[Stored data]
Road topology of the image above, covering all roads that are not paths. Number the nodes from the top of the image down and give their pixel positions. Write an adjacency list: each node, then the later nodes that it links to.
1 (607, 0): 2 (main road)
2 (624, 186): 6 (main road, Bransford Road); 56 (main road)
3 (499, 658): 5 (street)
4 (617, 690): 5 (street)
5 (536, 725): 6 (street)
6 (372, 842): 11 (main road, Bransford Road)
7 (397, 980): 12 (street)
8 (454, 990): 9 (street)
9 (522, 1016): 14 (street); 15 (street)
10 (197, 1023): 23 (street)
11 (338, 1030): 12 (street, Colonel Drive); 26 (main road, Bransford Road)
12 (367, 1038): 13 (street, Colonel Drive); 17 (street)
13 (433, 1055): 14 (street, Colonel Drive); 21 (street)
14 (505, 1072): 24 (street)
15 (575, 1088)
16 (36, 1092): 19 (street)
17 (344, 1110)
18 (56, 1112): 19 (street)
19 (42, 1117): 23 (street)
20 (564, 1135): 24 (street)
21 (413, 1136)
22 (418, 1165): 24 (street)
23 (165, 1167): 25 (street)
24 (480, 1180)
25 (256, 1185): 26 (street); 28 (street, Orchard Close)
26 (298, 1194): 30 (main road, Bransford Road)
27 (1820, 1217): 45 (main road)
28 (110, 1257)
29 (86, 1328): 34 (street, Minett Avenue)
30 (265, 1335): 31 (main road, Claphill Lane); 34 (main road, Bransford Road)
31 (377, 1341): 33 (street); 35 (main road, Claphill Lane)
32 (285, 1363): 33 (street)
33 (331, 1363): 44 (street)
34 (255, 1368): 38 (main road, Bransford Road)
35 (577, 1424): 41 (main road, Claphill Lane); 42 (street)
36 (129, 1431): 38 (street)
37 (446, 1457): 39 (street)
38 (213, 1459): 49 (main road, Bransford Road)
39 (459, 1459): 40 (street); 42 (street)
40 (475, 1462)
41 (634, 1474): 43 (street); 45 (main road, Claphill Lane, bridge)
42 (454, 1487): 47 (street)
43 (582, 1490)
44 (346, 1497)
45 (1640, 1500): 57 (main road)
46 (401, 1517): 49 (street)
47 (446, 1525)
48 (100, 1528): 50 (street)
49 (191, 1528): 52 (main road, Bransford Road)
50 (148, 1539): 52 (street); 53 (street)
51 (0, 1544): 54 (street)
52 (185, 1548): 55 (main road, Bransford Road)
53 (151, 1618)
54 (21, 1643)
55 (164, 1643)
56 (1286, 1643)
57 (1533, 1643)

■ WHAT THE EXERCISE ASKS
Copy every entry exactly.

■ SOLVED PROBLEM
Road topology of the image above, covering all roads that are not paths. Number the nodes from the top of the image down and give their pixel positions. Write an adjacency list: each node, then the later nodes that it links to.
1 (607, 0): 2 (main road)
2 (624, 186): 6 (main road, Bransford Road); 56 (main road)
3 (499, 658): 5 (street)
4 (617, 690): 5 (street)
5 (536, 725): 6 (street)
6 (372, 842): 11 (main road, Bransford Road)
7 (397, 980): 12 (street)
8 (454, 990): 9 (street)
9 (522, 1016): 14 (street); 15 (street)
10 (197, 1023): 23 (street)
11 (338, 1030): 12 (street, Colonel Drive); 26 (main road, Bransford Road)
12 (367, 1038): 13 (street, Colonel Drive); 17 (street)
13 (433, 1055): 14 (street, Colonel Drive); 21 (street)
14 (505, 1072): 24 (street)
15 (575, 1088)
16 (36, 1092): 19 (street)
17 (344, 1110)
18 (56, 1112): 19 (street)
19 (42, 1117): 23 (street)
20 (564, 1135): 24 (street)
21 (413, 1136)
22 (418, 1165): 24 (street)
23 (165, 1167): 25 (street)
24 (480, 1180)
25 (256, 1185): 26 (street); 28 (street, Orchard Close)
26 (298, 1194): 30 (main road, Bransford Road)
27 (1820, 1217): 45 (main road)
28 (110, 1257)
29 (86, 1328): 34 (street, Minett Avenue)
30 (265, 1335): 31 (main road, Claphill Lane); 34 (main road, Bransford Road)
31 (377, 1341): 33 (street); 35 (main road, Claphill Lane)
32 (285, 1363): 33 (street)
33 (331, 1363): 44 (street)
34 (255, 1368): 38 (main road, Bransford Road)
35 (577, 1424): 41 (main road, Claphill Lane); 42 (street)
36 (129, 1431): 38 (street)
37 (446, 1457): 39 (street)
38 (213, 1459): 49 (main road, Bransford Road)
39 (459, 1459): 40 (street); 42 (street)
40 (475, 1462)
41 (634, 1474): 43 (street); 45 (main road, Claphill Lane, bridge)
42 (454, 1487): 47 (street)
43 (582, 1490)
44 (346, 1497)
45 (1640, 1500): 57 (main road)
46 (401, 1517): 49 (street)
47 (446, 1525)
48 (100, 1528): 50 (street)
49 (191, 1528): 52 (main road, Bransford Road)
50 (148, 1539): 52 (street); 53 (street)
51 (0, 1544): 54 (street)
52 (185, 1548): 55 (main road, Bransford Road)
53 (151, 1618)
54 (21, 1643)
55 (164, 1643)
56 (1286, 1643)
57 (1533, 1643)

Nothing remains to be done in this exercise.